No seu manifesto eleitoral, os verdes da região insular traçaram uma visão assente em mais agricultura, mais pesca e mais obras públicas.

No que concerne aos sectores sociais o MVDP, defende  melhor saúde e melhor educação.

Na sua primeira experiência de campanha eleitoral, a caravana do Movimento Verde para o Desenvolvimento do Príncipe, percorreu de Norte a Sul da ilha do Príncipe, e cada vez mais tem conquistado novos simpatizantes e amigos vindos de todas as cores sociais e políticas da região autónoma. «O povo do Príncipe, sabe o que quer e tem um sonho, e este sonho está no programa de governação do MVDP que apresentou o melhor programa de governação para o Príncipe», afirmou Nestor Umbelina.

Em suma, no seu programa de governo, o movimento destaca o combate sem trégua a pobreza, o desemprego e o promete incentivar o crescimento económico na ilha do Príncipe. O movimento surgiu em Agosto de 2018, por um grupo de naturais e amigos  da ilha do Príncipe.

Por um Príncipe de Todos e Para todos, o Movimento Verde para o Desenvolvimento do Príncipe, está convicto de que é a alternativa de confiança para a região. Nestor Umbelina, ex-Presidente da Assembleia Regional, lidera o movimento que pretende por fim ao reinado de José Cassandra, há 12 anos na governação da lha do Príncipe.

MVDP, tem como adversários o MLSTP e o UMPP de José Cassandra no poder. As 3 forças políticas disputam 7 mandatos para a Assembleia Regional. O partido que eleger maior número de deputados, tem possibilidade de nomear o Presidente do Governo Regional.

Note-se que em 2014, a UMPP, de José Cassandra, conquistou 5 dos sete deputados, enquanto o MLSTP, conquistou 2. MVDP, entra em cena em 2018, ao que tudo indica para baralhar o xadrez político na ilha do Príncipe.

Declarações do líder do MVDP podem ser escutadas em registo audio :

Fonte – Direcção de Campanha do MVDP

    3 comentários

3 comentários

  1. Adeliana Nascimento

    4 de Outubro de 2018 as 14:11

    Tozé, que é isto de Principe primeiro? Se o país é STP. Sabia o senhor Tozé que o Principe, para quem conhece a História colonial, existiu no inicio como um departamento/dependência da ilha maior. Por isso a coisa é STP primeiro e não Principe primeiro. STP é uno e indivisivel, é e será sempre nosso.

  2. Príncipe Primeiro

    4 de Outubro de 2018 as 18:37

    Príncipe primeiro, Sim!Da mesma forma que defendo que os de Angolares devem dizer “Angolares Primeiro ou os da Trindade devem dizer “Trindade Primeiro” e assim sucessivamente.
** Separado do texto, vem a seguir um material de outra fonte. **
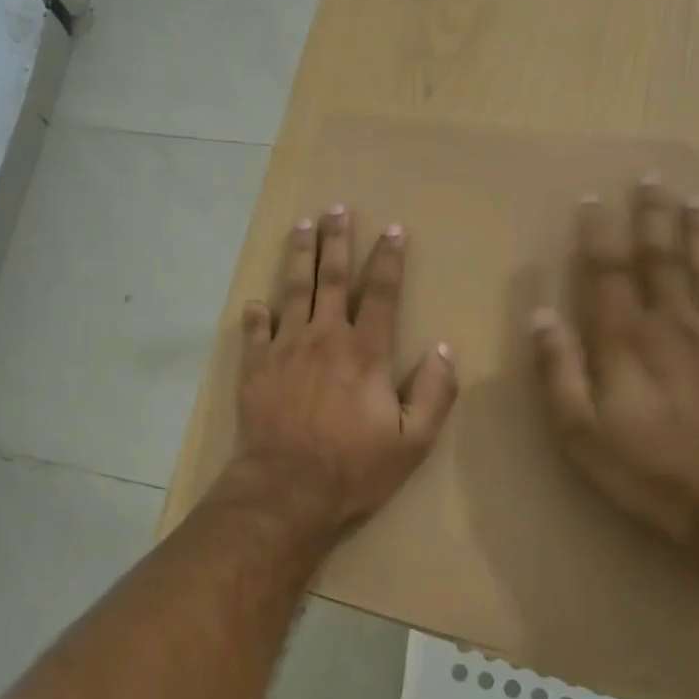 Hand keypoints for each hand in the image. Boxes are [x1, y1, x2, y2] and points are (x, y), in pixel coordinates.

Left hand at [231, 207, 457, 539]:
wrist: (287, 489)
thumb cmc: (354, 468)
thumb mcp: (412, 441)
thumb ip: (434, 393)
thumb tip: (444, 349)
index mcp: (365, 352)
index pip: (381, 293)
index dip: (389, 259)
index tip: (393, 229)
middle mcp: (324, 337)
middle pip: (331, 278)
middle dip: (336, 240)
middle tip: (336, 209)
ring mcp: (285, 348)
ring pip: (292, 290)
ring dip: (298, 255)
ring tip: (301, 226)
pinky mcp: (255, 366)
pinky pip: (254, 329)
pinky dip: (255, 313)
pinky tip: (255, 301)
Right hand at [529, 178, 698, 549]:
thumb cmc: (647, 470)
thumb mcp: (579, 430)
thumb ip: (558, 370)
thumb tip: (541, 314)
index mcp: (625, 340)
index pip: (608, 272)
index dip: (599, 234)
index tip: (594, 200)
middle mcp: (673, 325)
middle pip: (662, 259)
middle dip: (653, 217)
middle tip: (652, 178)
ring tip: (694, 199) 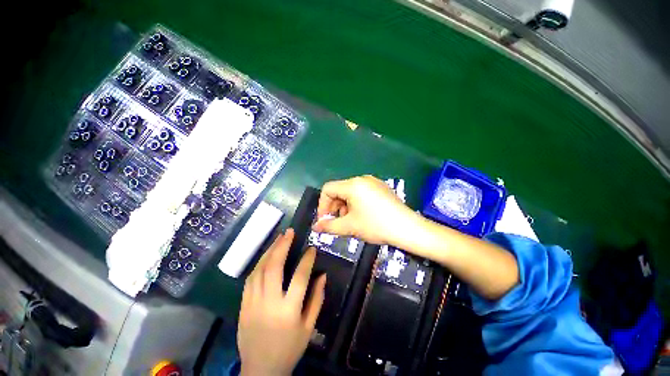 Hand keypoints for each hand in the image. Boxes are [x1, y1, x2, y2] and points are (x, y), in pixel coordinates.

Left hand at [238, 228, 326, 375]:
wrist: (260, 370)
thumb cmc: (289, 348)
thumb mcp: (309, 327)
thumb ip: (317, 299)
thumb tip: (323, 275)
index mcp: (289, 311)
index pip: (300, 277)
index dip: (307, 260)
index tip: (311, 248)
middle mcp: (269, 303)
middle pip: (275, 267)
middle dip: (283, 246)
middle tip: (289, 232)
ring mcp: (253, 303)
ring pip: (260, 269)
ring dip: (270, 250)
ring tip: (279, 238)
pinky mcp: (243, 305)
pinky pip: (250, 278)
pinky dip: (259, 263)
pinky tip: (266, 255)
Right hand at [312, 175, 417, 244]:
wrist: (408, 228)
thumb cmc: (376, 225)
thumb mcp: (350, 227)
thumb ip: (329, 226)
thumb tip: (315, 227)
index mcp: (353, 185)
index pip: (327, 189)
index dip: (322, 205)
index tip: (325, 220)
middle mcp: (362, 179)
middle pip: (339, 190)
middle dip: (334, 207)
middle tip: (338, 222)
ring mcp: (373, 182)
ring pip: (350, 192)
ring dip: (344, 206)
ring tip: (351, 221)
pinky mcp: (381, 187)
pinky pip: (361, 192)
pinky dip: (355, 203)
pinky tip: (362, 215) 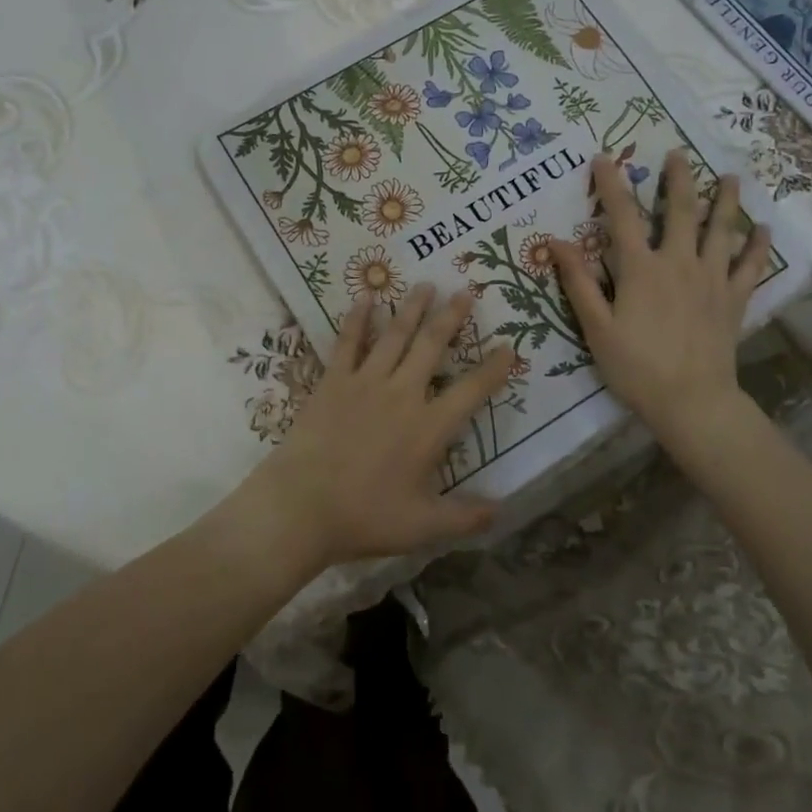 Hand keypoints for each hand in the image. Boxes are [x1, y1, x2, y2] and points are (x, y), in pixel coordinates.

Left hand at [238, 285, 514, 572]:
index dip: (494, 369)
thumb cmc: (365, 516)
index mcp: (429, 428)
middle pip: (432, 347)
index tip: (509, 347)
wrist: (302, 505)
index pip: (472, 391)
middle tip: (465, 292)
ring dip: (413, 308)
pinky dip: (357, 318)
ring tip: (426, 284)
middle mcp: (402, 394)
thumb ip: (466, 517)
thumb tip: (503, 510)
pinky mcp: (334, 380)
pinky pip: (348, 341)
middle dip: (451, 318)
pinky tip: (365, 296)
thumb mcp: (423, 527)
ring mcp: (366, 382)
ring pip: (395, 335)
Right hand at [550, 150, 772, 445]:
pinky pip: (751, 265)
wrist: (691, 401)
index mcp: (641, 269)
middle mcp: (679, 263)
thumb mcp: (596, 327)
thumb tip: (555, 242)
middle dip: (678, 179)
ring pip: (722, 229)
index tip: (604, 158)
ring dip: (726, 200)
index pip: (622, 216)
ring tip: (731, 176)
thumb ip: (578, 282)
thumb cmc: (636, 366)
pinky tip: (762, 229)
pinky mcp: (735, 299)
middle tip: (678, 154)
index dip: (611, 184)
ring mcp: (712, 279)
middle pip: (681, 211)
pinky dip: (758, 245)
Isto é uma forma,embora simbólica, de afirmação comunitária, (cultural, identitária, económica e social) em prol do desenvolvimento das respetivas partes que constituem o nosso país. Se todas estas parcelas do nosso país darem, como entidades comunitárias pertença do país, o seu esforço e empenho para o desenvolvimento das respetivas populações, todo o país sairá a ganhar. Quem conhece a História do país também deveria saber que durante muito tempo o país viveu problemas de conflito inter-ilhas que culminou com a transferência da capital do país para a cidade de Santo António do Príncipe e lá ficou durante cerca de um século e, posteriormente, foi transferida para a cidade de S.Tomé. S.T.P é uno e indivísivel enquanto a população do Príncipe quiser que assim seja e isto não é um favor que nenhum governo central faz ao Príncipe.
    Bem haja.

  3. arroz podre

    5 de Outubro de 2018 as 7:40

    Força Nestor, vais ser o futuro Presidente do Governo Regional. O Patrice não gosta de pessoas inteligentes e que não aceita as suas mentiras. O Patrice e o ADI vai acabar muito mal a partir do dia 7 de Outubro de 2018.